71 Sutton's statement is supported by copious authority; see eg Vardas v South British Insurance Co Ltd [1984] 2 NSWLR 652, 656.
72 In Nickmar Pty Ltd v Preservatrice Skandia Insurance Ltd (1985) 3 NSWLR 44 at 56E, Wood J held that reports obtained from third party experts who were retained by solicitors, but on the explicit instructions of the client, attracted legal advice privilege.
73 It must be noted that Wheeler was followed in Nickmar and is still generally regarded as good law.
74 In DSE (Holdings) Pty Ltd v InterTan Inc (2003) 135 FCR 151, Allsop J said at 179 that it was a question of fact whether despite the form of the request, the client had requested the third party to communicate with the solicitor either information derived from the client or even information generated by the third party.
75 The material in the instant case suggests that the solicitors merely obtained general instructions to do what was in their view required to protect the insurers and that the solicitors retained loss assessors and other experts on their own initiative based on previous experience with respect to such incidents.
76 Should I extend the philosophy exhibited by the Full Federal Court in Pratt to say that the privilege should cover the present situation?
77 In my view this question should be answered "No". It is clear that a line has to be drawn somewhere and that the authorities as I understand them indicate that cases where the solicitor, acting within general instructions, of his or her own initiative seeks a report from an expert, that report falls outside legal advice privilege.
78 I should add that I am making this determination for the purpose of considering whether the question of privilege leads to the view that the summonses are oppressive or an abuse of process. The person conducting the examination may still need to rule on the material before him or her whether, on the facts, privilege applies or not.

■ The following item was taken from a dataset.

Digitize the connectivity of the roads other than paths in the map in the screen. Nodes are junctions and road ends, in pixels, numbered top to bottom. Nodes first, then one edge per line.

79 The next matter to consider is whether the reports come within litigation privilege.
80 For there to be litigation privilege pursuant to s 119 of the Evidence Act, all the documents listed in the schedule to the orders for production and any evidence given in examination would need to have been communicated for the dominant purpose of use in, or in relation to, litigation that was either in existence or at least anticipated or in reasonable contemplation at the time the documents or evidence were communicated: Mitsubishi Electric Australia Pty Ltd v Victorian Workcover Authority (2002) 4 VR 332.

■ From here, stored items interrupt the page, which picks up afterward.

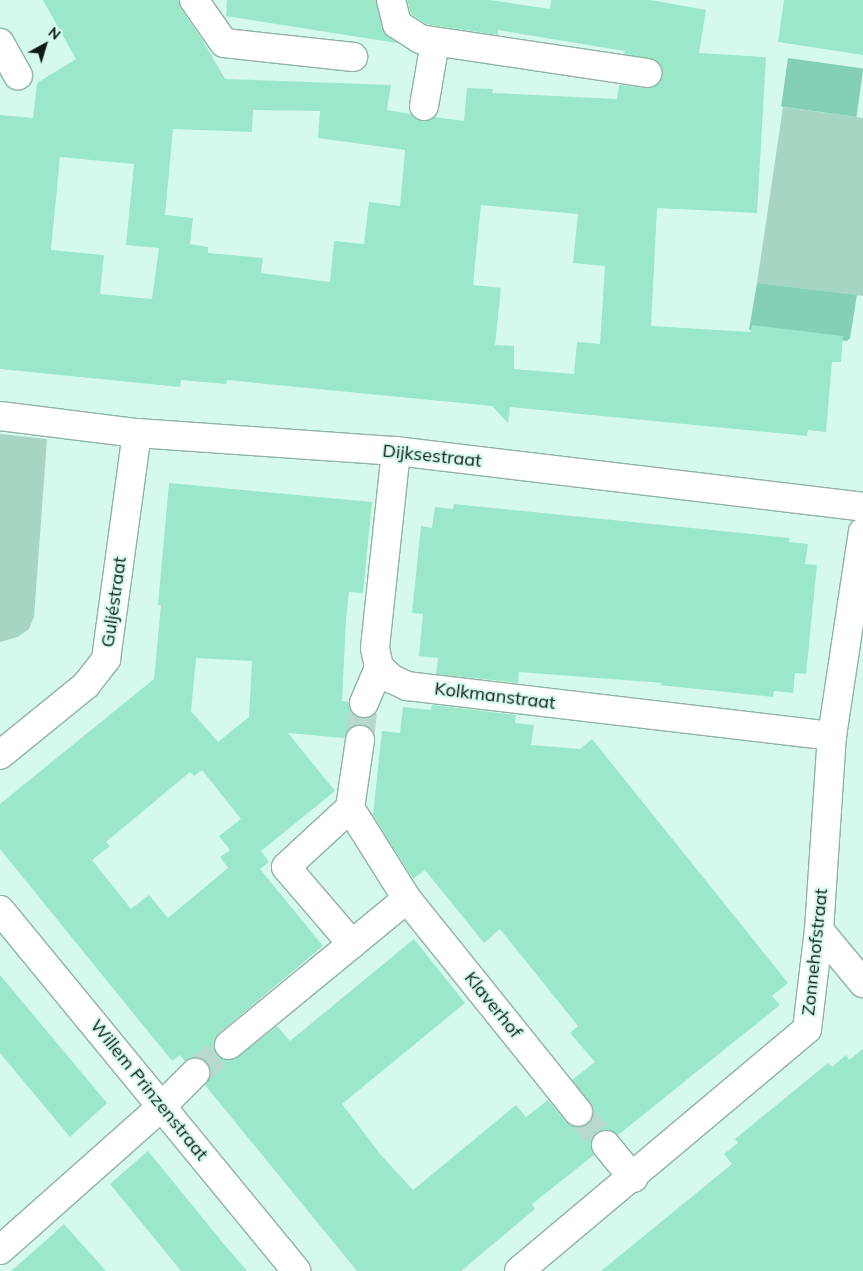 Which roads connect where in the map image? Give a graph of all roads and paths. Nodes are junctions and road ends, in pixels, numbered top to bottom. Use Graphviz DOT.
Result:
graph roads {
  1 [pos="194,0"];
  2 [pos="391,0"];
  3 [pos="435,42"];
  4 [pos="0,43"];
  5 [pos="353,57"];
  6 [pos="647,73"];
  7 [pos="18,75"];
  8 [pos="424,106"];
  9 [pos="0,416"];
  10 [pos="137,434"];
  11 [pos="396,451"];
  12 [pos="863,507"];
  13 [pos="863,532"];
  14 [pos="379,667"];
  15 [pos="364,703"];
  16 [pos="832,736"];
  17 [pos="360,740"];
  18 [pos="0,755"];
  19 [pos="350,808"];
  20 [pos="407,899"];
  21 [pos="0,910"];
  22 [pos="819,930"];
  23 [pos="352,944"];
  24 [pos="863,983"];
  25 [pos="229,1045"];
  26 [pos="195,1073"];
  27 [pos="162,1106"];
  28 [pos="578,1112"];
  29 [pos="606,1145"];
  30 [pos="632,1178"];
  31 [pos="0,1250"];
  32 [pos="296,1271"];
  33 [pos="518,1271"];
  1 -- 5 [label="street"];
  2 -- 3 [label="street"];
  3 -- 6 [label="street"];
  3 -- 8 [label="street"];
  4 -- 7 [label="street"];
  9 -- 10 [label="street, Dijksestraat"];
  10 -- 11 [label="street, Dijksestraat"];
  10 -- 18 [label="street, Guljéstraat"];
  11 -- 12 [label="street, Dijksestraat"];
  11 -- 14 [label="street"];
  13 -- 16 [label="street, Zonnehofstraat"];
  14 -- 15 [label="street"];
  14 -- 16 [label="street, Kolkmanstraat"];
  16 -- 22 [label="street, Zonnehofstraat"];
  17 -- 19 [label="street"];
  19 -- 20 [label="street, Klaverhof"];
  19 -- 23 [label="street"];
  20 -- 23 [label="street"];
  20 -- 28 [label="street, Klaverhof"];
  21 -- 27 [label="street, Willem Prinzenstraat"];
  22 -- 24 [label="street"];
  22 -- 30 [label="street, Zonnehofstraat"];
  23 -- 25 [label="street"];
  26 -- 27 [label="street"];
  27 -- 31 [label="street"];
  27 -- 32 [label="street, Willem Prinzenstraat"];
  29 -- 30 [label="street"];
  30 -- 33 [label="street, Zonnehofstraat"];
}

81 Both s 119 and the authorities make clear that litigation privilege covers third party communications whether or not the third party is an agent of the client, so long as the above test is satisfied.

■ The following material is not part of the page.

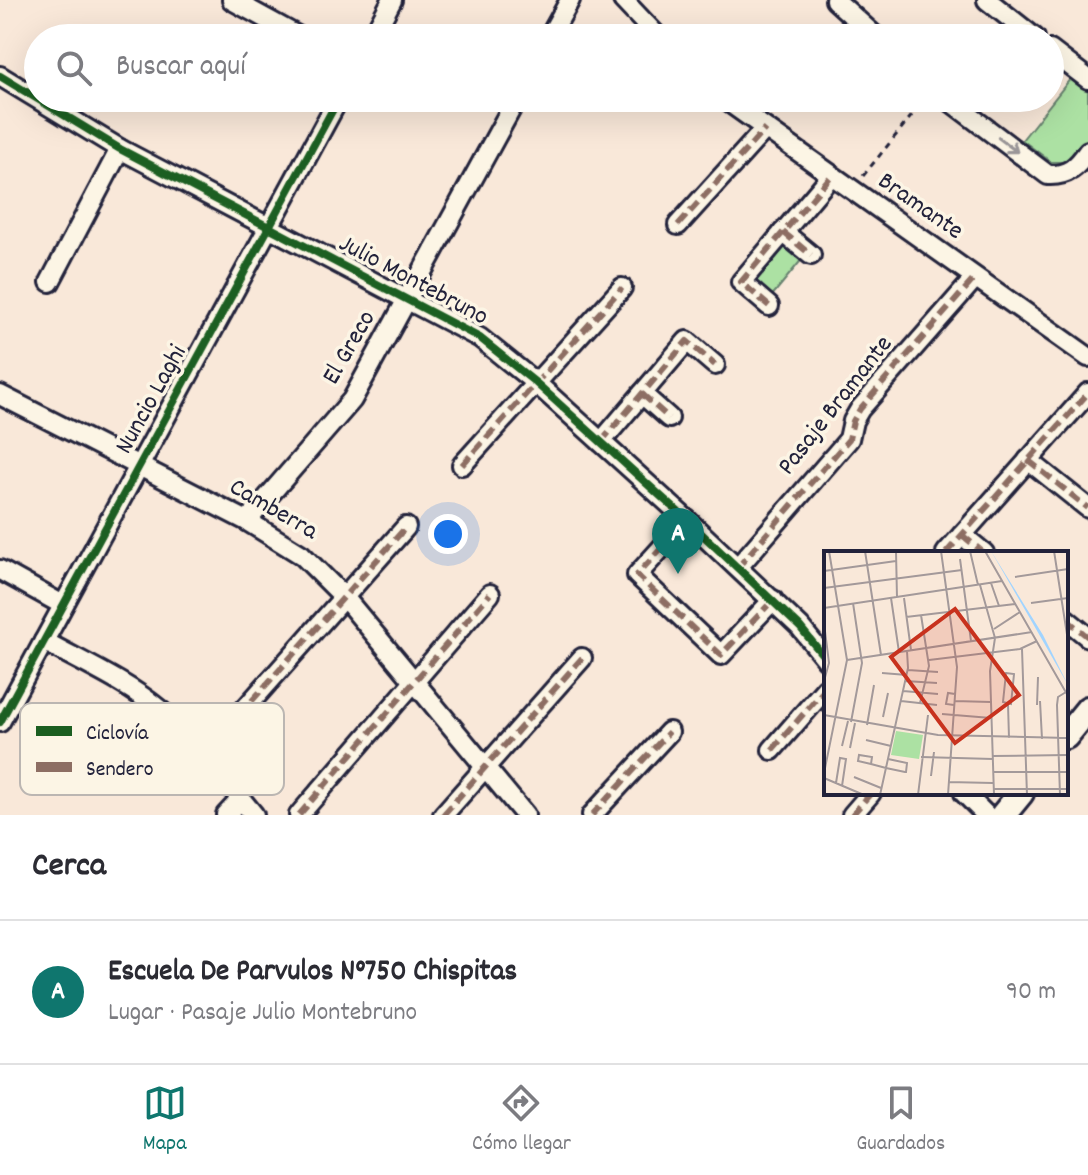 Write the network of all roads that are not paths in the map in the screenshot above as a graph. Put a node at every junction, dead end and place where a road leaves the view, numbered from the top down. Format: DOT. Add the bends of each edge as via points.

82 There is no actual litigation current between Southland and QBE (though there is litigation between Thiess and QBE). The question thus is whether there is a "real prospect" that litigation will occur. This means that there is more than just a mere possibility of litigation, though, the prospect need not get to the stage of being more likely than not: Mitsubishi Electric at 341.
83 The opponents suggest that, at some time after January 2004, the point may well have been reached when litigation was a real prospect, but when this stage was reached, it is impossible to assess on the current evidence, though it was most likely not as early as January 2004. I accept this suggestion.
84 The applicants sought to rely on Re Highgrade Traders Ltd [1984] BCLC 151 for the proposition that litigation privilege applies to documents brought into existence for the purpose of enabling solicitors to advise whether a claim shall be made or resisted. However, as I understand the judgment in that case, the Court of Appeal did not negate the need for litigation to be reasonably in prospect (see the judgment of Oliver LJ, with whom Goff LJ agreed, at 172).